[Stored data entries]
■ ■ ■ ■
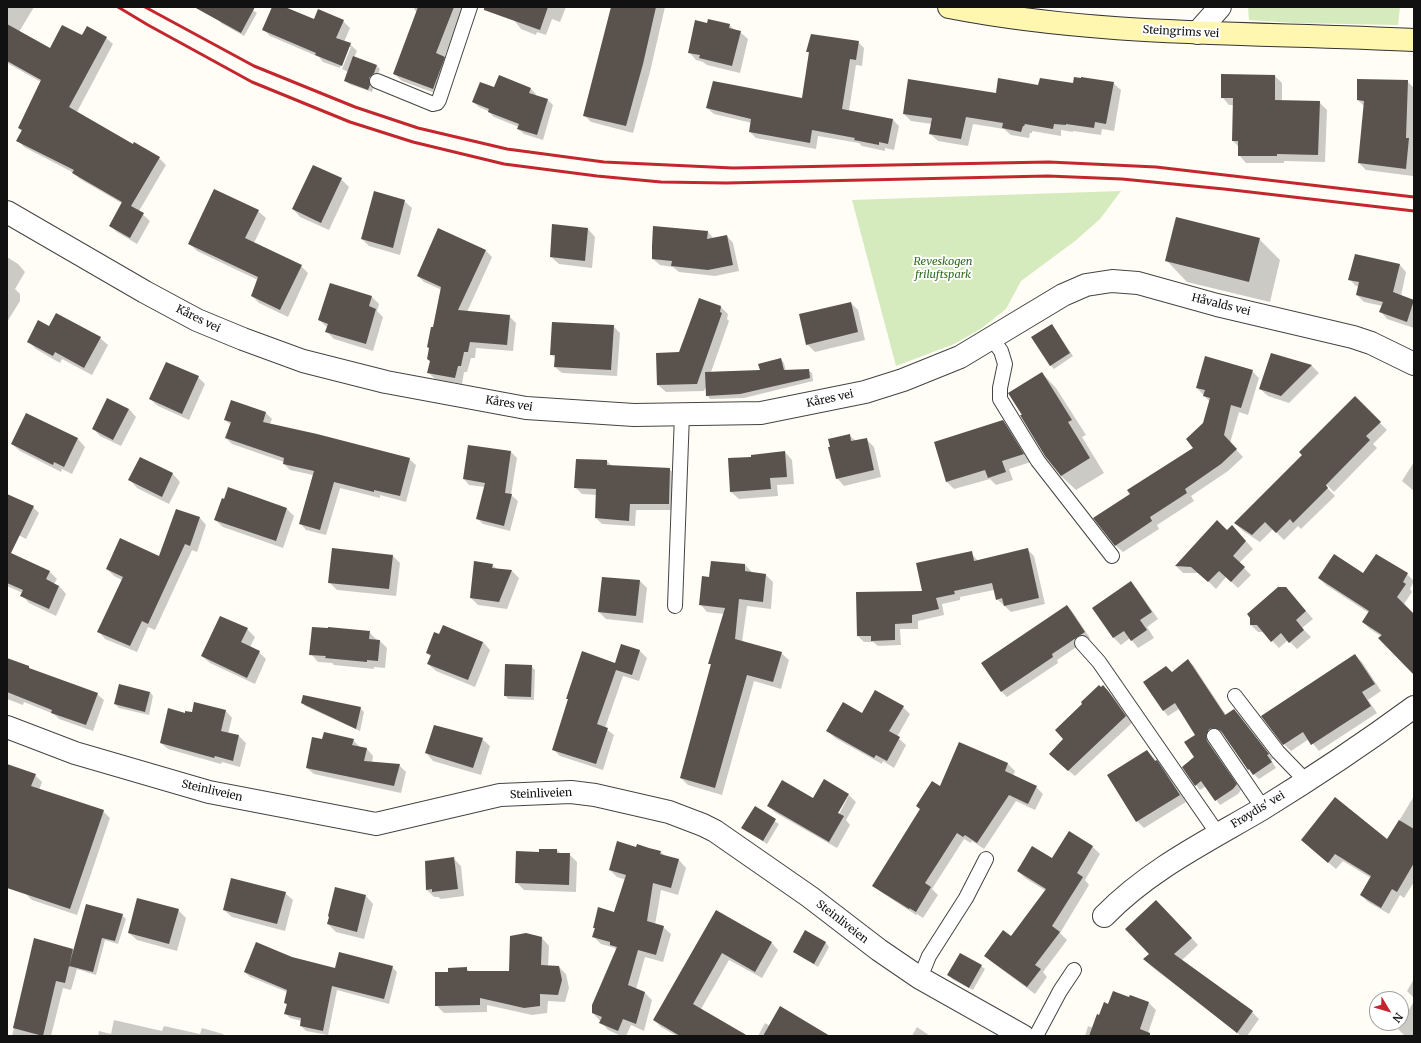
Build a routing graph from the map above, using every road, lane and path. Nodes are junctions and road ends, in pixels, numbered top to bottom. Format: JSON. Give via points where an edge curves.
{"nodes":[{"id":1,"x":470,"y":7,"type":"edge"},
{"id":2,"x":949,"y":7,"type":"edge"},
{"id":3,"x":1220,"y":7,"type":"edge"},
{"id":4,"x":1197,"y":33,"type":"junction"},
{"id":5,"x":1414,"y":40,"type":"edge"},
{"id":6,"x":377,"y":81,"type":"dead end"},
{"id":7,"x":7,"y":212,"type":"edge"},
{"id":8,"x":1030,"y":315,"type":"joint"},
{"id":9,"x":992,"y":339,"type":"junction"},
{"id":10,"x":1414,"y":364,"type":"edge"},
{"id":11,"x":682,"y":414,"type":"junction"},
{"id":12,"x":1112,"y":556,"type":"dead end"},
{"id":13,"x":675,"y":606,"type":"dead end"},
{"id":14,"x":1082,"y":643,"type":"dead end"},
{"id":15,"x":1235,"y":696,"type":"dead end"},
{"id":16,"x":1414,"y":707,"type":"edge"},
{"id":17,"x":7,"y":727,"type":"edge"},
{"id":18,"x":1214,"y":736,"type":"dead end"},
{"id":19,"x":1306,"y":781,"type":"junction"},
{"id":20,"x":1263,"y":808,"type":"junction"},
{"id":21,"x":1218,"y":834,"type":"junction"},
{"id":22,"x":986,"y":859,"type":"dead end"},
{"id":23,"x":1104,"y":916,"type":"dead end"},
{"id":24,"x":1074,"y":970,"type":"dead end"},
{"id":25,"x":920,"y":978,"type":"junction"},
{"id":26,"x":1023,"y":1036,"type":"edge"},
{"id":27,"x":1036,"y":1036,"type":"edge"}],
"edges":[{"from":1,"to":6,"type":"lane","via":[[437,103],[433,104]]},
{"from":2,"to":4,"type":"street","name":"Steingrims vei","via":[[982,14],[1074,25]]},
{"from":3,"to":4,"type":"street"},
{"from":4,"to":5,"type":"street","name":"Steingrims vei"},
{"from":7,"to":11,"type":"street","name":"Kåres vei","via":[[197,320],[303,361],[386,382],[526,408],[634,415]]},
{"from":8,"to":9,"type":"street","name":"Kåres vei"},
{"from":8,"to":10,"type":"street","name":"Håvalds vei","via":[[1063,295],[1086,285],[1112,281],[1138,283],[1217,305],[1353,337],[1372,343]]},
{"from":9,"to":11,"type":"street","name":"Kåres vei","via":[[940,366],[864,392],[761,413]]},
{"from":9,"to":12,"type":"lane","via":[[1002,351],[1005,364],[1000,398],[1038,461]]},
{"from":11,"to":13,"type":"lane"},
{"from":14,"to":21,"type":"lane","via":[[1099,662]]},
{"from":15,"to":19,"type":"lane","via":[[1278,752]]},
{"from":16,"to":19,"type":"street","name":"Frøydis' vei"},
{"from":17,"to":25,"type":"street","name":"Steinliveien","via":[[75,753],[209,792],[376,824],[500,795],[571,792],[669,812],[715,832],[810,897]]},
{"from":18,"to":20,"type":"lane"},
{"from":19,"to":20,"type":"street","name":"Frøydis' vei"},
{"from":20,"to":21,"type":"street","name":"Frøydis' vei"},
{"from":21,"to":23,"type":"street","name":"Frøydis' vei","via":[[1157,870]]},
{"from":22,"to":25,"type":"lane","via":[[966,898],[929,956]]},
{"from":24,"to":27,"type":"lane"},
{"from":25,"to":26,"type":"street","name":"Steinliveien"}]}
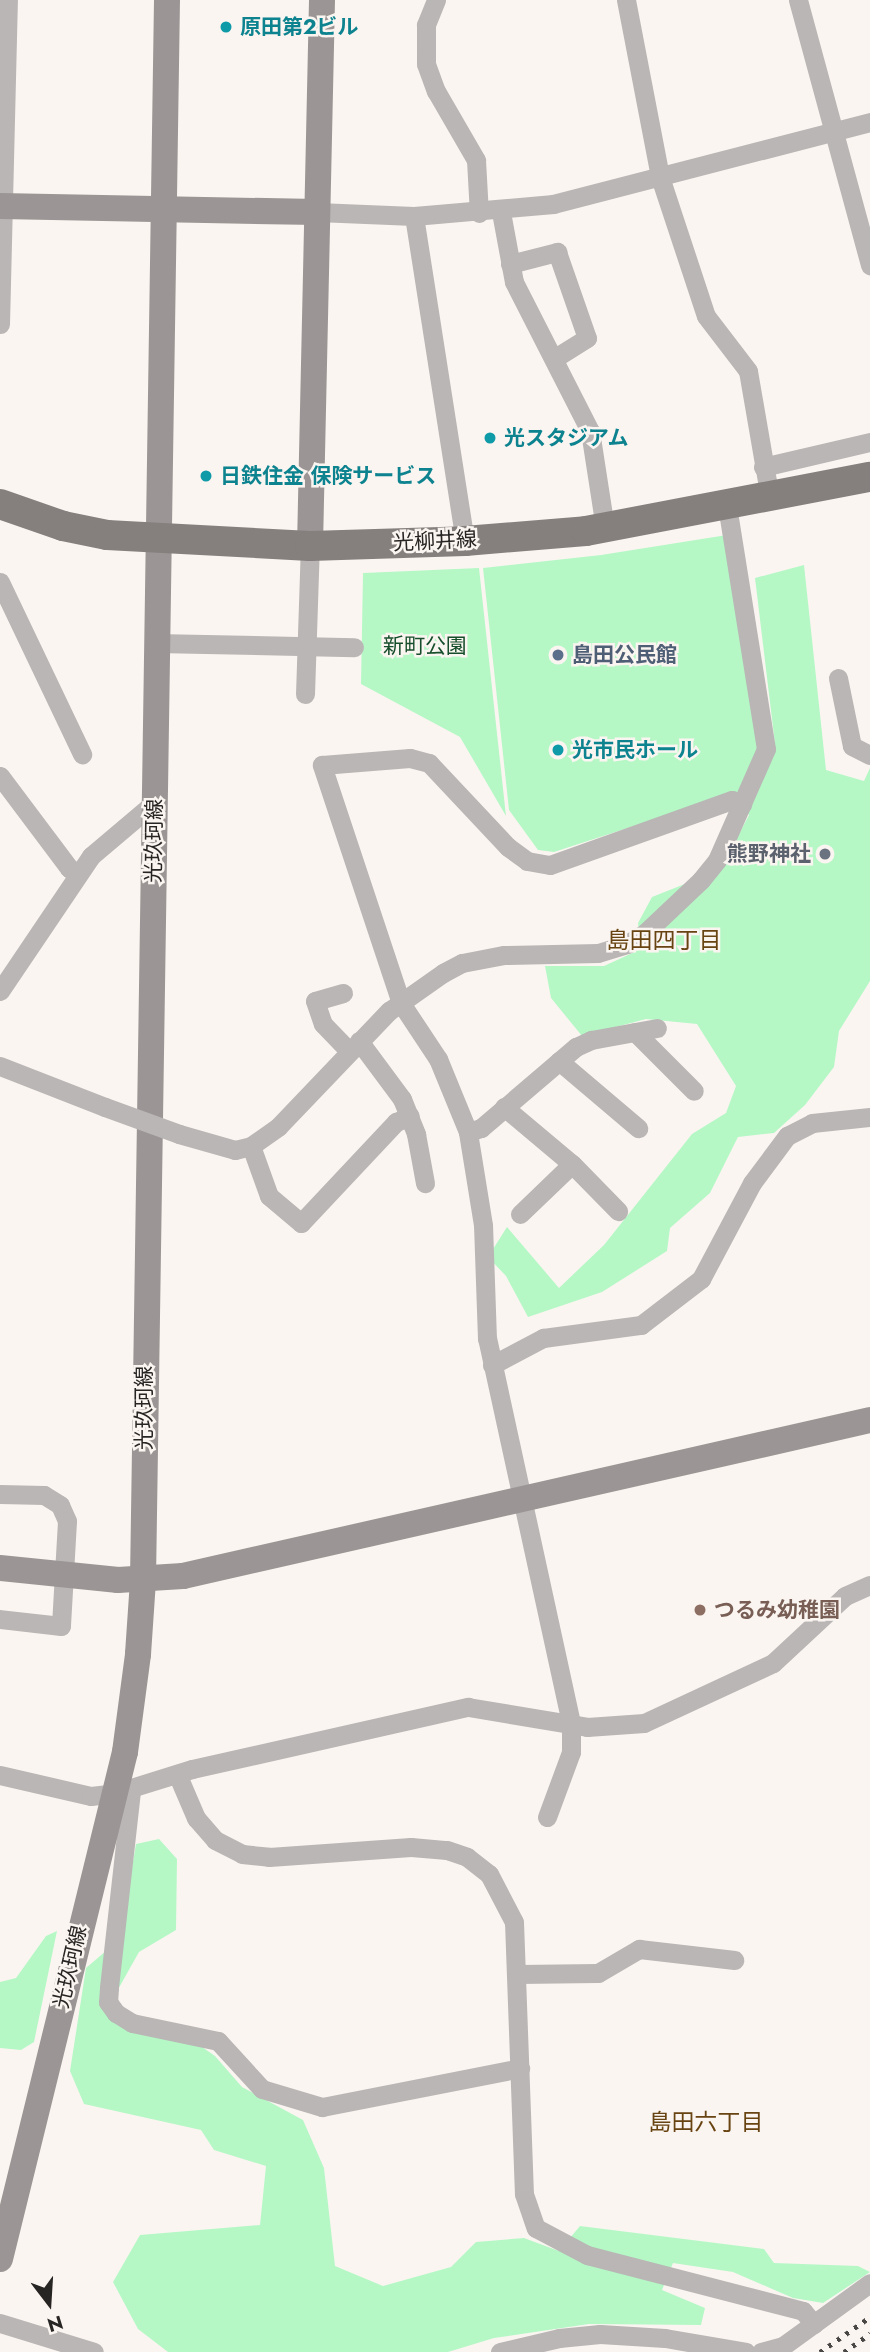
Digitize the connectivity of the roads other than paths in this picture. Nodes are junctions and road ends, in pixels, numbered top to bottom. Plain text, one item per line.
1 (8, 0) edge
2 (167, 0) edge
3 (322, 0) edge
4 (436, 0) edge
5 (626, 0) edge
6 (798, 0) edge
7 (870, 122) edge
8 (834, 132) junction
9 (660, 177) junction
10 (1, 206) edge
11 (162, 209) junction
12 (317, 212) junction
13 (502, 212) junction
14 (479, 213) junction
15 (414, 216) junction
16 (510, 264) junction
17 (870, 265) edge
18 (0, 324) edge
19 (555, 358) junction
20 (870, 442) edge
21 (763, 467) junction
22 (870, 477) edge
23 (770, 499) junction
24 (0, 504) edge
25 (727, 506) junction
26 (605, 528) junction
27 (156, 541) junction
28 (465, 541) junction
29 (310, 546) junction
30 (0, 582) edge
31 (155, 643) junction
32 (307, 645) junction
33 (354, 647) dead end
34 (838, 678) dead end
35 (306, 694) dead end
36 (82, 754) dead end
37 (870, 755) edge
38 (0, 776) edge
39 (155, 802) junction
40 (742, 804) junction
41 (78, 874) junction
42 (0, 991) edge
43 (343, 993) dead end
44 (401, 1003) junction
45 (657, 1028) dead end
46 (635, 1032) junction
47 (354, 1046) junction
48 (559, 1060) junction
49 (0, 1066) edge
50 (694, 1090) dead end
51 (504, 1107) junction
52 (410, 1116) junction
53 (870, 1117) edge
54 (638, 1128) dead end
55 (468, 1132) junction
56 (251, 1146) junction
57 (572, 1164) junction
58 (425, 1183) dead end
59 (618, 1211) dead end
60 (520, 1214) dead end
61 (492, 1365) junction
62 (870, 1420) edge
63 (0, 1493) edge
64 (523, 1497) junction
65 (0, 1568) edge
66 (65, 1575) junction
67 (143, 1580) junction
68 (870, 1586) edge
69 (0, 1619) edge
70 (571, 1723) junction
71 (0, 1774) edge
72 (178, 1776) junction
73 (123, 1792) junction
74 (547, 1817) dead end
75 (734, 1960) dead end
76 (518, 1974) junction
77 (520, 2068) junction
78 (0, 2259) edge
79 (870, 2283) edge
80 (0, 2323) edge
81 (814, 2324) junction
82 (94, 2352) edge
83 (500, 2352) edge
84 (746, 2352) edge
85 (761, 2352) edge

1 - 10 street
2 - 11 street, 光玖珂線
3 - 12 street
4 - 14 street
5 - 9 street
6 - 8 street
7 - 8 street
8 - 9 street
8 - 17 street
9 - 13 street
9 - 21 street
10 - 11 street
10 - 18 street
11 - 12 street
11 - 27 street, 光玖珂線
12 - 15 street
12 - 29 street
13 - 14 street
13 - 16 street
14 - 15 street
15 - 28 street
16 - 19 street
16 - 19 street
19 - 26 street
20 - 21 street
21 - 23 street
22 - 23 main road, 光柳井線
23 - 25 main road, 光柳井線
24 - 27 main road, 光柳井線
25 - 26 main road, 光柳井線
25 - 40 street
26 - 28 main road, 光柳井線
27 - 29 main road, 光柳井線
27 - 31 street, 光玖珂線
28 - 29 main road, 光柳井線
29 - 32 street
30 - 36 street
31 - 32 street
31 - 39 street, 光玖珂線
32 - 33 street
32 - 35 street
34 - 37 street
38 - 41 street
39 - 41 street
39 - 67 street, 光玖珂線
40 - 44 street
40 - 44 street
41 - 42 street
43 - 47 street
44 - 47 street
44 - 55 street
45 - 46 street
46 - 48 street
46 - 50 street
47 - 52 street
47 - 56 street
48 - 51 street
48 - 54 street
49 - 56 street, bridge
51 - 55 street
51 - 57 street
52 - 56 street
52 - 58 street
53 - 61 street
55 - 61 street
57 - 59 street
57 - 60 street
61 - 64 street
62 - 64 street
63 - 66 street
64 - 67 street
64 - 70 street
65 - 66 street
66 - 67 street
66 - 69 street
67 - 73 street, 光玖珂線
68 - 70 street
70 - 72 street
70 - 74 street
71 - 73 street
72 - 73 street
72 - 76 street
73 - 77 street
73 - 78 street, 光玖珂線
75 - 76 street
76 - 77 street
77 - 81 street
79 - 81 street
80 - 82 street
81 - 85 street
83 - 84 street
■ ■ ■ ■
● EXERCISE GOAL:
Filter the records above for lines containing the word "pixels", and copy those lines.

● FINAL ANSWER:
Build a routing graph from the map above, using every road, lane and path. Nodes are junctions and road ends, in pixels, numbered top to bottom. Format: JSON. Give via points where an edge curves.
Digitize the connectivity of the roads other than paths in this picture. Nodes are junctions and road ends, in pixels, numbered top to bottom. Plain text, one item per line.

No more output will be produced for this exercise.